If Morgan’s affair hadn’t triggered his revenge quest, what did?
“Yes.” He didn’t elaborate. “I can’t deny being an inattentive fiancé, but I was also reliable, faithful, and gave her every penny I had. So, when we drifted apart, I doubted whether the marriage could work. Still, Morgan always lured me back into her web. I felt guilty enough for ripping her from her previous existence to see it through.
“The day of my first promotion, Senior called me into his office and informed me he’d selected prospective brides for me. That if I didn’t break things off with Morgan, he’d do it for me. We had a nasty argument, but I thought nothing of it. Days passed, then weeks. One day, Cara, who routinely bought groceries for us, called. I was on my way to Zach’s. I’d been hanging out with him and Oliver more often, since home felt like anything but. Cara urged me to head to my penthouse. Said there was something there I should see. And there was.”
The storm brewing in his gray eyes swept me into emotional turmoil.
“I found my father eating out my fiancée, who wore nothing but a pair of heels for him. He didn’t even stop when I walked in. Just stared me right in the eye and told me that was what happened when you chose a working-class girl instead of a classy, workable girl. She’d always choose money over you.” He paused while I fought the urge to throw up. “And he was right. All it took for her to spread her legs for him, to do this to me—to my mother, who fed her every Sunday at her house—was a black card and an empty promise he’d divorce for her.”

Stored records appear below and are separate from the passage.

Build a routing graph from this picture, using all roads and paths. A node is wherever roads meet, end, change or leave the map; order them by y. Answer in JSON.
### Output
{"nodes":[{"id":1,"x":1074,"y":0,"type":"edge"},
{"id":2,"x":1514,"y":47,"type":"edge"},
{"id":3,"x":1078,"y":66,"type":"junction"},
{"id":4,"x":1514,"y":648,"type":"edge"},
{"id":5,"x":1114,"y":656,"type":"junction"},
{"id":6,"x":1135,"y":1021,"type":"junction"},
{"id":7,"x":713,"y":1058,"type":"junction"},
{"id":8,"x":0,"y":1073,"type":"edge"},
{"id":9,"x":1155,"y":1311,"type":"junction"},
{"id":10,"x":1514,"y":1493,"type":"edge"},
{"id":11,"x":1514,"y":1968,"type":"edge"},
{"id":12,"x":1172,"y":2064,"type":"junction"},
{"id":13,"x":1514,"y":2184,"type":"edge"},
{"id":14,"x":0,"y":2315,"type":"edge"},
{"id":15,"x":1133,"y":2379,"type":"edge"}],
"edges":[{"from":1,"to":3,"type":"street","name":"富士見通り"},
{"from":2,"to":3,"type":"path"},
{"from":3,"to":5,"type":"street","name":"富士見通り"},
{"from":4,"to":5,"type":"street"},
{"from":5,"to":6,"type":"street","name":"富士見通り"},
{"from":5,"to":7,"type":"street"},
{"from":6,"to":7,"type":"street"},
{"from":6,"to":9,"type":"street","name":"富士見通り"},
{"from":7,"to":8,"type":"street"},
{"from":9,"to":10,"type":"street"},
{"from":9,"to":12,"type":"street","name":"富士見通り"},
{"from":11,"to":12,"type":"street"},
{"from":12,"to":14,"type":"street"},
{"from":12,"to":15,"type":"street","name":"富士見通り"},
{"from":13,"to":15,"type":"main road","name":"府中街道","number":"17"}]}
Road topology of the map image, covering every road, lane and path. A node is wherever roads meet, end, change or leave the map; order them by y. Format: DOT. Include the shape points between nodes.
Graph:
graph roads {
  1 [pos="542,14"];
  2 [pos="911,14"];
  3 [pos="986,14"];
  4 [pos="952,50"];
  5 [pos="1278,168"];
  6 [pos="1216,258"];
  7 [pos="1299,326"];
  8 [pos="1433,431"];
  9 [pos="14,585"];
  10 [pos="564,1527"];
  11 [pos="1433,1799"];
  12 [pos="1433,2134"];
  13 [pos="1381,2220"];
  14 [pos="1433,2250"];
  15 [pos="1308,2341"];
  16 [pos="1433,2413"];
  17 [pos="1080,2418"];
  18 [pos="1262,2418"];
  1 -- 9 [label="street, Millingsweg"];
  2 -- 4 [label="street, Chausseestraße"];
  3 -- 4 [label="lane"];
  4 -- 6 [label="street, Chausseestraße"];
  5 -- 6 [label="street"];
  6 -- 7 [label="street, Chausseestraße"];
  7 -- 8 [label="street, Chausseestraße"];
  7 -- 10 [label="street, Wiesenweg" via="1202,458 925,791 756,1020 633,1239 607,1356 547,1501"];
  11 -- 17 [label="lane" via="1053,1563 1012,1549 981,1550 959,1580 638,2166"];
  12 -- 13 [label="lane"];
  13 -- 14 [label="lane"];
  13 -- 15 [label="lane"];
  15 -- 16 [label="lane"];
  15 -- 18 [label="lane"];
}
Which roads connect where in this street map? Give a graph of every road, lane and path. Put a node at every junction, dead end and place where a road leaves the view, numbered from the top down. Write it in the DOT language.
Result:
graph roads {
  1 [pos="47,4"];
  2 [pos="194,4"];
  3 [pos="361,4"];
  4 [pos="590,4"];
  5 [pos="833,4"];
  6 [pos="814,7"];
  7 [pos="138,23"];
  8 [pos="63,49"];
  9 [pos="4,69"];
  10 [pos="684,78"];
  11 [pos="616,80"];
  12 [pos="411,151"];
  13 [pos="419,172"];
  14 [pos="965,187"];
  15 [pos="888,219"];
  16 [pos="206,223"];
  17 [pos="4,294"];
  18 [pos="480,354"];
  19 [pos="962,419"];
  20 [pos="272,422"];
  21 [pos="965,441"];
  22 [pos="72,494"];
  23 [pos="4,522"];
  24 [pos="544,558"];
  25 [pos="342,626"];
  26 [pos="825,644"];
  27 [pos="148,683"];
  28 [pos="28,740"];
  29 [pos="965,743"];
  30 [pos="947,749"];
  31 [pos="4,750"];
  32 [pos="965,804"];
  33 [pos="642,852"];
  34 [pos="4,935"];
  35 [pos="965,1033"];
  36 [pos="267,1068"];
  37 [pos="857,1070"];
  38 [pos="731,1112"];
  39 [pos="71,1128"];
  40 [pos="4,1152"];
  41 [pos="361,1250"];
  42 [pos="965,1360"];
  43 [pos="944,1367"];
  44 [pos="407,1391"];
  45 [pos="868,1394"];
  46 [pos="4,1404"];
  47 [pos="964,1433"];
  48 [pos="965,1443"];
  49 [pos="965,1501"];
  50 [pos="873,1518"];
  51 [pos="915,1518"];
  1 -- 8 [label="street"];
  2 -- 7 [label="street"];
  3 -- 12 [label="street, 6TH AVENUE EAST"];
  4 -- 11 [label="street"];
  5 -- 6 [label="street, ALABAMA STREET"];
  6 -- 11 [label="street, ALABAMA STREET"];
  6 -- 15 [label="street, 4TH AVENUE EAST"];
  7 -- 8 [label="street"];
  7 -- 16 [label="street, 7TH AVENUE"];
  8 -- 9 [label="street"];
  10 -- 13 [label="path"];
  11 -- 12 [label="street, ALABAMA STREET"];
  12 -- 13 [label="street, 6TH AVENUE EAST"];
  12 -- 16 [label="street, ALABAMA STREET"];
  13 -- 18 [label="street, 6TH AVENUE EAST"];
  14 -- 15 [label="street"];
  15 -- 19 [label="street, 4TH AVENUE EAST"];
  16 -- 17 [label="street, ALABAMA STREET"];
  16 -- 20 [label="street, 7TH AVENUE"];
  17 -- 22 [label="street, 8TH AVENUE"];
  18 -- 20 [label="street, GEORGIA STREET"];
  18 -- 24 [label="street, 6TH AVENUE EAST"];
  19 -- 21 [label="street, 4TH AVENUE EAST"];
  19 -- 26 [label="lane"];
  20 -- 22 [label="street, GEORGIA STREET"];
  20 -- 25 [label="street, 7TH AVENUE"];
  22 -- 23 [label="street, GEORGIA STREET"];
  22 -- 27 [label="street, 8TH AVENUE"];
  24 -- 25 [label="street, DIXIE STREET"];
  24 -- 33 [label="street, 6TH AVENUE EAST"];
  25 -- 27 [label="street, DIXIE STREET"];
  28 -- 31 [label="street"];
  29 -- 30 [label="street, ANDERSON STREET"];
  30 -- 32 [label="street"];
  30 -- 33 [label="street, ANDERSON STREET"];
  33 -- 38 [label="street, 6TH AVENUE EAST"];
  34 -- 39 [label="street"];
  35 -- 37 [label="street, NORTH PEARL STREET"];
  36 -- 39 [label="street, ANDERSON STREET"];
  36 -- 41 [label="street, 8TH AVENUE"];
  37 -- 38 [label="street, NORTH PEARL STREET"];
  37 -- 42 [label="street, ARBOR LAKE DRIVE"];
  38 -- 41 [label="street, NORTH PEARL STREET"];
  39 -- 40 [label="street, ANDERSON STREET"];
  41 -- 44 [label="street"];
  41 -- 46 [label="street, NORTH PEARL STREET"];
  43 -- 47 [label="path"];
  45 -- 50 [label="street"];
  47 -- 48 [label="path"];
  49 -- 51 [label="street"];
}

“Oh, Romeo.” I cupped my mouth.
I understood his mocking approach to marriage now. He’d hardly seen a good example. His parents were miserable together, and his one and only girlfriend cheated on him in the most despicable way.
He returned my drink. “Spare your tears for someone who deserves them. Power is a great substitute for love. And I have plenty of it. Life is much easier once you accept the fact that everyone will hurt you.”
I held the whisky to my chest, my heart hammering against the glass. He was right, but he’d also missed the most important part.
Everyone will hurt you. The key to happiness is finding someone worth enduring the pain.
“After I threw Morgan out to roam the streets naked, I watched Senior tuck himself in and realized he was right all along. The working-class fiancée. The ability to get away with absolutely anything if you possessed enough influence. I could’ve beaten him to a pulp. I have experience in that field, after all.”
He leaned against the bed base. “But revenge is a dish served cold. And I’d already enacted plans to ruin the thing he loved most—his business. That would be my moment of reckoning. This, and killing the Costa dynasty with my last breath. After all, Senior always planned on having more children to ensure a line of succession. Didn’t work out so great.”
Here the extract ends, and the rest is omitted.